• _EXERCISE DESCRIPTION_
Of the lines listed below, return exactly those that run from the line containing "thumb cmc: (289, 334)" through the line containing "ring tip: (288, 256)", both included.

=== Begin Enclosure ===

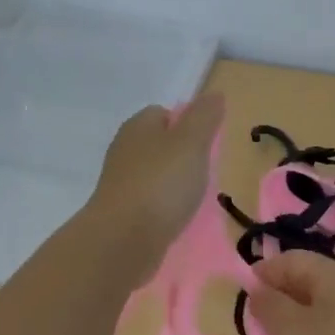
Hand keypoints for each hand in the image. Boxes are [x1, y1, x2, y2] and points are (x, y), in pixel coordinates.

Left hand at [85, 93, 225, 277]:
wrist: (122, 240)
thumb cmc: (160, 184)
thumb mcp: (191, 143)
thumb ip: (204, 117)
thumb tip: (214, 94)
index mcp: (138, 126)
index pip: (164, 113)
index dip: (188, 124)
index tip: (207, 144)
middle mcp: (124, 150)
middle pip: (159, 144)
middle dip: (182, 157)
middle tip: (204, 173)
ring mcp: (120, 182)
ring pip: (154, 174)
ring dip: (173, 184)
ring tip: (193, 199)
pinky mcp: (121, 212)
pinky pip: (149, 202)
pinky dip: (163, 208)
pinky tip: (176, 219)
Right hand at [251, 250, 334, 334]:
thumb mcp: (291, 331)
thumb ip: (269, 305)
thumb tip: (257, 289)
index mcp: (333, 274)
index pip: (290, 259)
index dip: (263, 273)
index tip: (242, 299)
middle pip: (305, 281)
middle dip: (278, 299)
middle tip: (257, 327)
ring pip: (318, 308)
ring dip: (294, 323)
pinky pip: (332, 330)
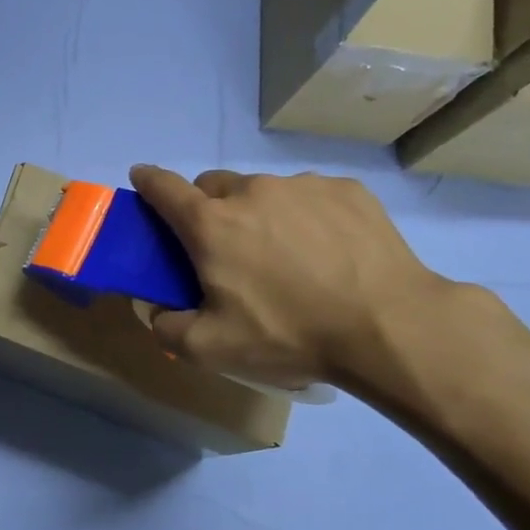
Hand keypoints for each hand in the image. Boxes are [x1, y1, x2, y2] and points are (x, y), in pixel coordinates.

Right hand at [128, 165, 450, 390]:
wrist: (388, 326)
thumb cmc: (289, 334)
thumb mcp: (211, 349)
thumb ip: (167, 328)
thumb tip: (158, 310)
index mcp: (211, 224)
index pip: (163, 187)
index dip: (147, 181)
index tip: (142, 180)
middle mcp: (252, 192)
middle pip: (214, 186)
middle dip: (209, 209)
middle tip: (227, 249)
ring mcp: (302, 186)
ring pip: (264, 191)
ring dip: (260, 213)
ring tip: (288, 256)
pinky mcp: (346, 190)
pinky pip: (310, 196)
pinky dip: (306, 216)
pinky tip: (329, 252)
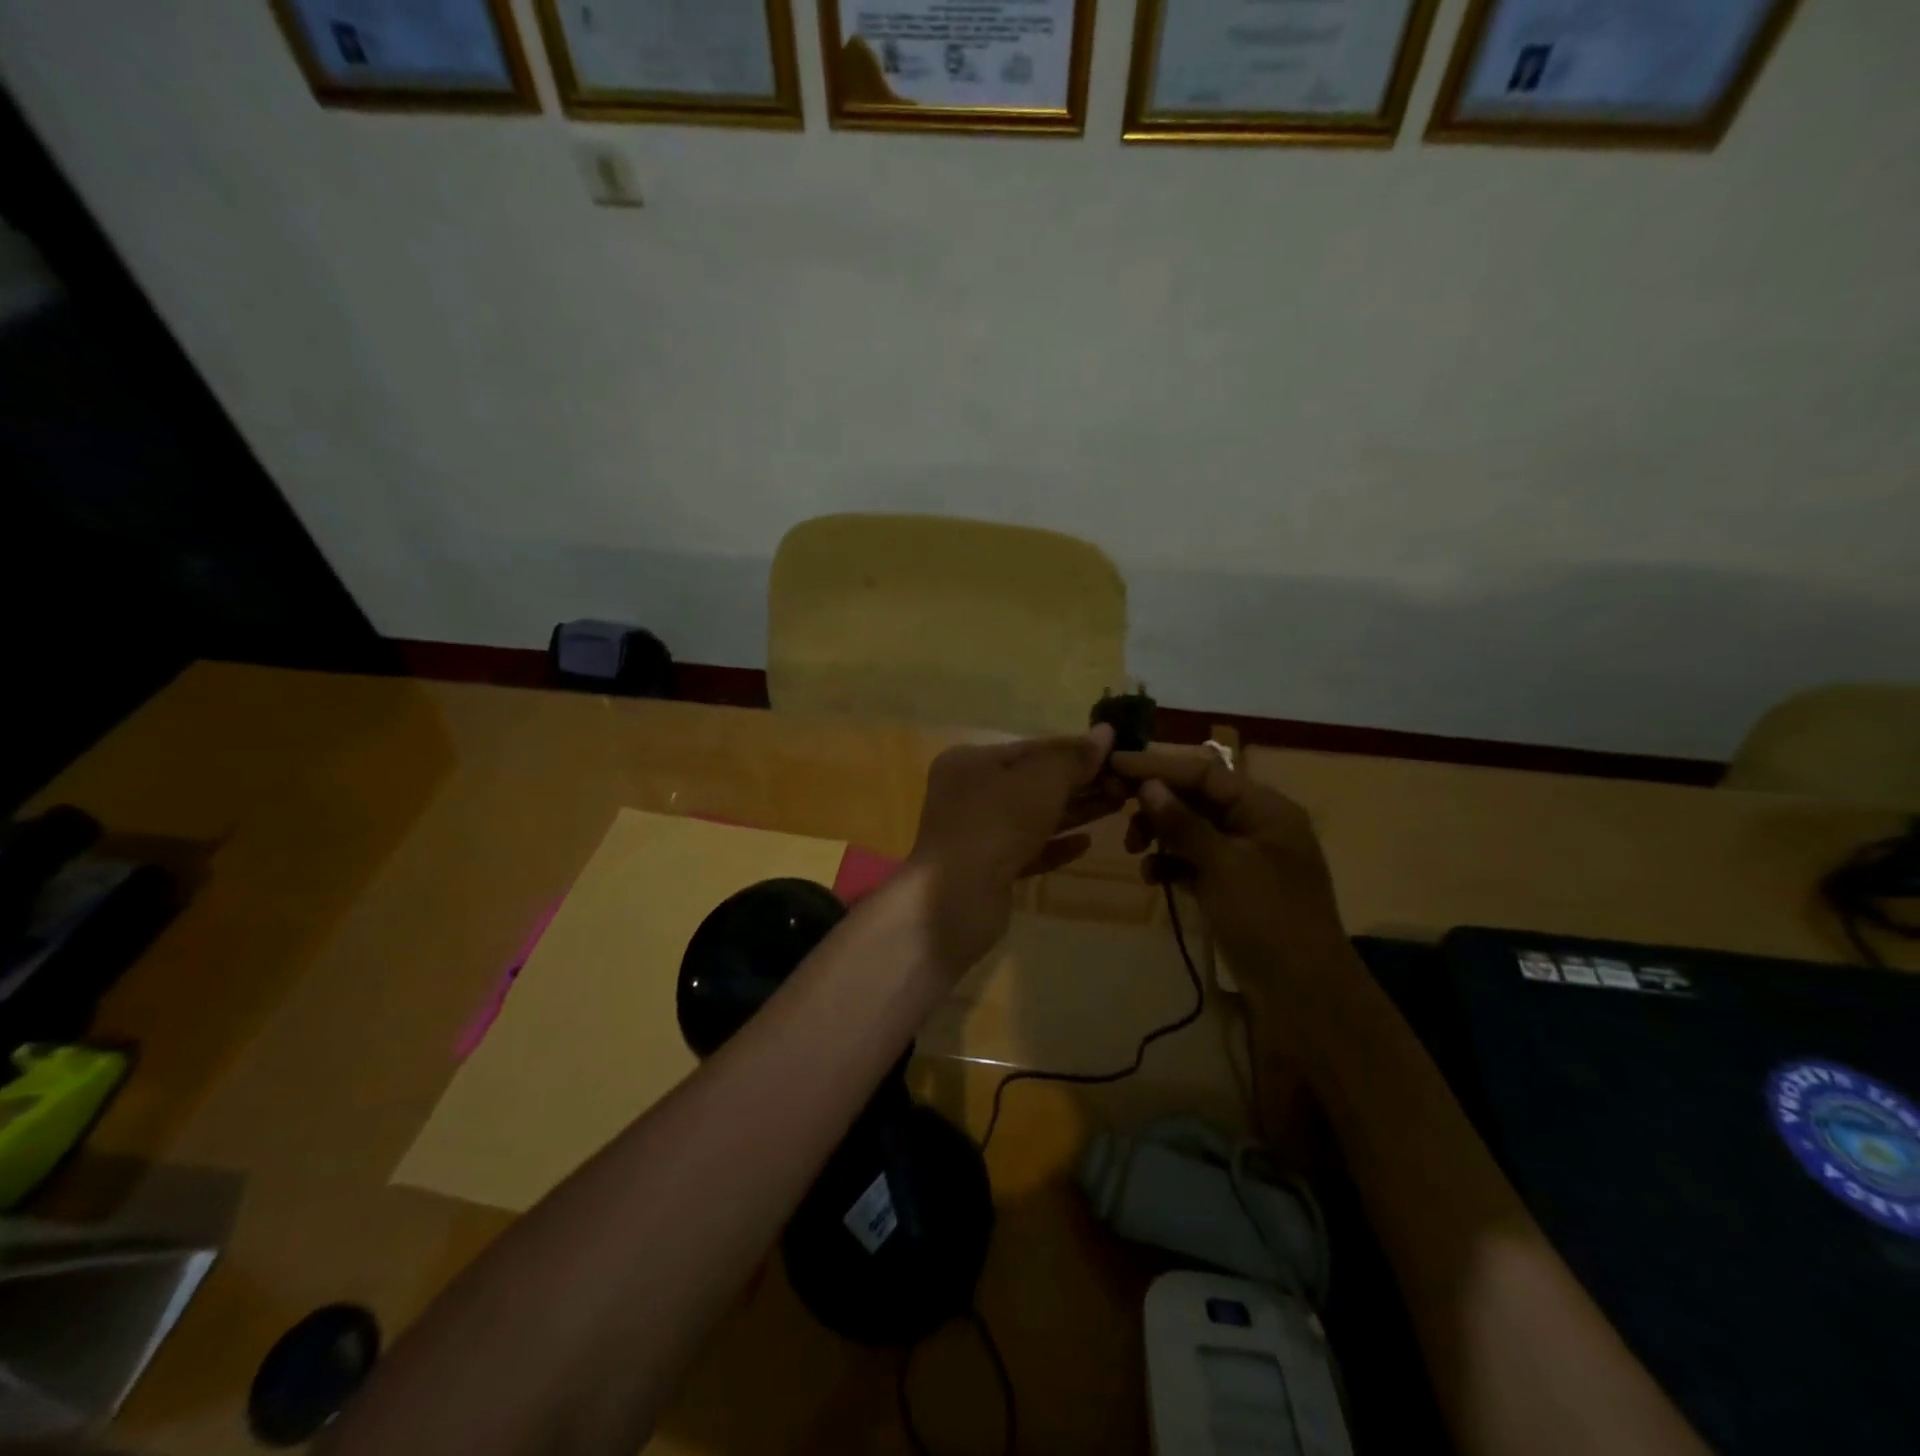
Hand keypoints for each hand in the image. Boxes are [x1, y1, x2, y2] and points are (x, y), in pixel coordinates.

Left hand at [909, 725, 1121, 973]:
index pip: (1031, 748)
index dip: (1075, 750)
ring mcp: (975, 834)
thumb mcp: (1040, 781)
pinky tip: (1086, 843)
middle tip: (1125, 784)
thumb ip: (1073, 757)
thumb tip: (1106, 732)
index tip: (1116, 754)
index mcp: (970, 761)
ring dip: (1073, 812)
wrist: (956, 900)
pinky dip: (1054, 845)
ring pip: (1032, 817)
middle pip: (1032, 782)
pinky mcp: (986, 870)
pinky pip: (1027, 850)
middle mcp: (967, 793)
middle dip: (1078, 783)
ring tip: (1117, 806)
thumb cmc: (996, 824)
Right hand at [1111, 748, 1347, 999]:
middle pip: (1195, 797)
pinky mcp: (1231, 886)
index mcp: (1265, 809)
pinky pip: (1193, 861)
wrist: (1304, 994)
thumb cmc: (1268, 919)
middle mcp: (1255, 825)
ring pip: (1191, 829)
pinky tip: (1152, 877)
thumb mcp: (1223, 866)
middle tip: (1115, 807)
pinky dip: (1171, 863)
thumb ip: (1183, 823)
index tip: (1114, 763)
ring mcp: (1243, 857)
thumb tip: (1148, 785)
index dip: (1158, 765)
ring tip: (1133, 850)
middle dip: (1156, 802)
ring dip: (1159, 833)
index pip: (1204, 772)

=== End Enclosure ===

• _RESULT_
thumb cmc: (289, 334)
thumb mcp: (211, 349)
thumb ip: (167, 328)
thumb tip: (158, 310)
index mcp: (211, 224)
index pip: (163, 187)
index dip: (147, 181)
index tip: (142, 180)
middle mcp: (252, 192)
middle pip: (214, 186)
middle dip: (209, 209)
middle tip: (227, 249)
ring mcp: (302, 186)
ring pip: (264, 191)
ring dip: (260, 213)
ring tip: (288, 256)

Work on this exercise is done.